A new report by the United Nations Office for the Coordination of Humanitarian Affairs (OCHA) released on Tuesday says that thousands of families have been affected by recent flash floods in the southern provinces of Kandahar and Helmand provinces and that they require humanitarian assistance.
The report says that 4,698 households and more than 33,000 people have been identified as requiring humanitarian assistance as a result of flooding in Kandahar province.
The report adds that 1,855 houses have been destroyed and 2,841 houses have been partially damaged by flooding in the southern provinces including Kandahar city.
There was further rain on 10 March, although no new flooding incidents have been reported, the report says.
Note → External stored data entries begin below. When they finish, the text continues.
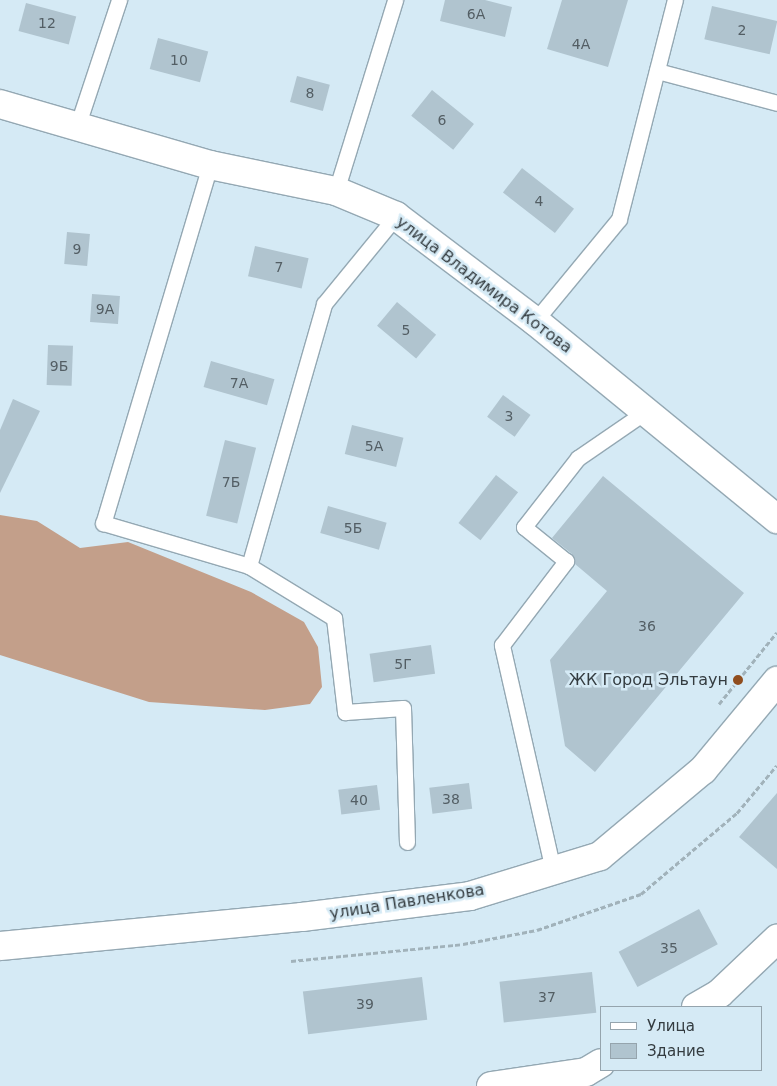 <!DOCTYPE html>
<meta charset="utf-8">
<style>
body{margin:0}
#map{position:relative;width:777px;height:1086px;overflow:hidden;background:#d5eaf5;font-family:"DejaVu Sans",sans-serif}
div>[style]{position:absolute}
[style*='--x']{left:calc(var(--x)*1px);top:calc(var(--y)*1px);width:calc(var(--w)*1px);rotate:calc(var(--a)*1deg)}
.forest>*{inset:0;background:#c39f8a}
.building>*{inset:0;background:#b0c4cf;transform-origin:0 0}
.path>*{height:3px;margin-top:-1.5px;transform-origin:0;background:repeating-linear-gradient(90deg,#a1b2ba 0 5px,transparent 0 7.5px)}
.roads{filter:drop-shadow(1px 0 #94a8b3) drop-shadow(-1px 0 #94a8b3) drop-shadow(0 1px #94a8b3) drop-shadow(0 -1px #94a8b3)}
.lane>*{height:15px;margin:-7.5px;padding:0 7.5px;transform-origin:7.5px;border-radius:7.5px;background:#fff}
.street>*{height:28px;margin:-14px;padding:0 14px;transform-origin:14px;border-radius:14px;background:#fff}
.dots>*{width:14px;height:14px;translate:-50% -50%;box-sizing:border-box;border:2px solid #d5eaf5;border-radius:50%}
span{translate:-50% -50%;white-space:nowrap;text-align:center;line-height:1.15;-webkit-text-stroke:5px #d5eaf5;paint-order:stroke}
.number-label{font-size:14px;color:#535e64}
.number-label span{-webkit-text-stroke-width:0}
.street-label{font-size:16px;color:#343c40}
.poi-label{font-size:16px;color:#343c40}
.right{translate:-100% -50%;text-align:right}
.legend{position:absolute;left:600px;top:1006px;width:162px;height:65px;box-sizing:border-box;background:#d5eaf5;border:1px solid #95a4ad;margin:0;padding:6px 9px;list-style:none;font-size:15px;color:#343c40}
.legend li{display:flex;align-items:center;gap:10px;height:25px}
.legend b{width:25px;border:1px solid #95a4ad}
</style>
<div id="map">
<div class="forest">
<div style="clip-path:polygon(0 515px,37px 521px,80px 548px,128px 542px,251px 592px,304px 622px,318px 647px,322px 687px,310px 704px,265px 710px,149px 702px,0 655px)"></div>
</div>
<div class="building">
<div style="clip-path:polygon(445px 0,485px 0,512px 7px,505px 37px,440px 21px)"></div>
<div style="clip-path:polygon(562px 0,628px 0,608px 67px,547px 49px)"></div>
<div style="left:26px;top:3px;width:52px;height:29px;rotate:15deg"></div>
<div style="left:712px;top:6px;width:67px;height:34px;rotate:13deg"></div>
<div style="left:158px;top:38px;width:52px;height:32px;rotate:15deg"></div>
<div style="left:297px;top:76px;width:34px;height:27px;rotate:15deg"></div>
<div style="left:432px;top:90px;width:54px;height:33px;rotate:39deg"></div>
<div style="left:522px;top:168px;width:66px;height:31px;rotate:38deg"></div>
<div style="left:67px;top:232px;width:23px;height:32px;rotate:5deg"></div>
<div style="left:255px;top:246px;width:55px;height:31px;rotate:13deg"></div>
<div style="left:92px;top:294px;width:28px;height:28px;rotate:4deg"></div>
<div style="left:397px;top:302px;width:51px;height:31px;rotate:40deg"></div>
<div style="left:48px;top:345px;width:25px;height:40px;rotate:2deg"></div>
<div style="left:211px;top:361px;width:66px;height:27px;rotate:16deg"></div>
<div style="left:503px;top:395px;width:34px;height:27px;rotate:36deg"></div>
<div style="clip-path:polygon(13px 399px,40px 411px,0 493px,0 430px)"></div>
<div style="left:352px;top:425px;width:53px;height:30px;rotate:14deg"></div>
<div style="left:225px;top:440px;width:32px;height:78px;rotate:14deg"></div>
<div style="left:496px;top:475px;width:28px;height:61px;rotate:38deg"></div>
<div style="clip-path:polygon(603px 476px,744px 593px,595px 772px,565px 746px,550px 660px,607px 591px,575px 564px,572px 554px,552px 538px)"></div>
<div style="left:328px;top:506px;width:61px;height:28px;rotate:16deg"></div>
<div style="left:431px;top:645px;width:29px;height:62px;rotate:82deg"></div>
<div style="left:469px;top:783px;width:26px;height:40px;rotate:83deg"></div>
<div style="left:377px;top:785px;width:25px;height:39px;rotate:83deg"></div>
<div style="clip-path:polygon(777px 793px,777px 869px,739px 837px)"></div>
<div style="left:699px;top:909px;width:40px;height:91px;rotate:62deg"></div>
<div style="left:592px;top:972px;width:41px;height:93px;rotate:84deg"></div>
<div style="left:422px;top:977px;width:43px;height:120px;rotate:83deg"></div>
</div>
<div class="path">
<div style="--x:719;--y:704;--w:92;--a:-51.1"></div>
<div style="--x:291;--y:961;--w:173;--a:-5.6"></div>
<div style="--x:463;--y:944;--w:75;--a:-10.7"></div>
<div style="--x:537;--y:930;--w:110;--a:-19.1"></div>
<div style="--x:641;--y:894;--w:126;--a:-40.2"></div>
<div style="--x:737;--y:813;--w:62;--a:-50.2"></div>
</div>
<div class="roads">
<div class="lane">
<div style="--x:657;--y:71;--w:124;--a:14.9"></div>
<div style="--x:78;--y:124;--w:131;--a:-71.7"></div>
<div style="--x:210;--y:165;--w:374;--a:106.6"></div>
<div style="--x:103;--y:523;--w:152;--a:16.4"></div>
<div style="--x:249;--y:566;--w:100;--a:31.5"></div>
<div style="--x:334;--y:618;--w:95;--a:83.3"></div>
<div style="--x:345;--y:712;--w:58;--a:-3.9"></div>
<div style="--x:403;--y:708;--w:134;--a:88.3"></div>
<div style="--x:336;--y:191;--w:200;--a:-72.8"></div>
<div style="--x:535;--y:321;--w:132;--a:-50.5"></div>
<div style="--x:619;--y:219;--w:226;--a:-75.7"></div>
<div style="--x:249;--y:566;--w:273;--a:-74"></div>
<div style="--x:324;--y:304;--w:114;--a:-50.7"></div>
<div style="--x:553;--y:870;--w:231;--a:-102.8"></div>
<div style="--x:502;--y:645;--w:106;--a:-52.7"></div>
<div style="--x:566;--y:561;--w:54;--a:-141"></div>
<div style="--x:524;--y:527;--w:88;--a:-52"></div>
<div style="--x:578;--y:458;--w:81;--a:-34.5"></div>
</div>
<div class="street">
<div style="--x:0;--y:104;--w:219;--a:16.2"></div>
<div style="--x:210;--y:165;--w:129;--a:11.7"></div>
<div style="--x:336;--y:191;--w:65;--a:22.6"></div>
<div style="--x:396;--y:216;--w:174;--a:37.1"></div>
<div style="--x:535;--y:321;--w:313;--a:39.3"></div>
<div style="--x:0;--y:946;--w:303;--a:-5.5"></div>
<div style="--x:302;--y:917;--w:169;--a:-7.1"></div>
<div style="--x:470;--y:896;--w:136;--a:-17.1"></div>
<div style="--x:600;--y:856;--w:134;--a:-39.9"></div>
<div style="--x:703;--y:770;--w:116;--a:-50.3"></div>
<div style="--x:696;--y:1007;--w:28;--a:-30"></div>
<div style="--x:720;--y:993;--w:79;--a:-43.5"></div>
<div style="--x:491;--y:1086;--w:96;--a:-8.4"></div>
<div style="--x:586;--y:1072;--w:17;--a:-31"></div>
</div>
</div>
<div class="dots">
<div style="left:738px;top:680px;background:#904d1e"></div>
</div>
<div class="number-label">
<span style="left:476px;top:14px">6А</span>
<span style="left:47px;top:23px">12</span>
<span style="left:742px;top:30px">2</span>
<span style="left:581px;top:44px">4А</span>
<span style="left:179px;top:60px">10</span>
<span style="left:310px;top:93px">8</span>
<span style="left:442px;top:120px">6</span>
<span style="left:539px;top:201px">4</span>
<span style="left:77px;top:249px">9</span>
<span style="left:279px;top:267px">7</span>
<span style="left:105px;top:309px">9А</span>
<span style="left:406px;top:330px">5</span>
<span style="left:59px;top:366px">9Б</span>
<span style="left:239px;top:383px">7А</span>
<span style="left:509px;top:416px">3</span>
<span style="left:374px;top:446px">5А</span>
<span style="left:231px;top:482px">7Б</span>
<span style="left:353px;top:528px">5Б</span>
<span style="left:647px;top:626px">36</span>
<span style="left:403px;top:664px">5Г</span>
<span style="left:451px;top:799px">38</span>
<span style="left:359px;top:800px">40</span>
<span style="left:669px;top:948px">35</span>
<span style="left:547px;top:997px">37</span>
<span style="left:365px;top:1004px">39</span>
</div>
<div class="street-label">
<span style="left:484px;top:285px;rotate:37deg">улица Владимира Котова</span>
<span style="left:407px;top:902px;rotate:-9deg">улица Павленкова</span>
</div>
<div class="poi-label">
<span class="right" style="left:728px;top:680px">ЖК Город Эльтаун</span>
</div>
<ul class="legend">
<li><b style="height:6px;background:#fff"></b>Улица</li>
<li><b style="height:14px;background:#b0c4cf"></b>Здание</li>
</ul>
</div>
According to the report, 1,092 families have been verified as requiring humanitarian assistance as a result of the flooding that began on 2 March 12, 2019 in four districts of Helmand province, including Nahr-e-Saraj, Nawa-e-Barakzai, Lashkragah and Nad Ali.
The report adds that a further 1,320 families were affected by flash floods in Khoshkaba area in Nahr-e-Saraj district.
In western Farah province, the report says, 3,205 households have been identified as affected by the floods, and requiring humanitarian assistance.
Of these households, the report says, 1,601 homes have been destroyed and 1,604 have been partially damaged.
According to inter-agency assessment teams, 85 percent of the flood-affected areas were assessed as of 10 March.
On 9 March, heavy rain struck Muqur district, of western Badghis province, resulting in flash floods that damaged infrastructure and agricultural land in three villages, Sangi Zard, Cheshma Duzdak and Kalanzai.
Wheat, cumin, pea and pistachio crops have been destroyed by the flood waters, and irrigation canals have been damaged, the report says.
According to the report, water systems including wells, water catchments and water reservoirs have been destroyed. It has been reported that in some affected areas, flood waters are 50cm high, and there is the risk that poorly constructed homes may collapse.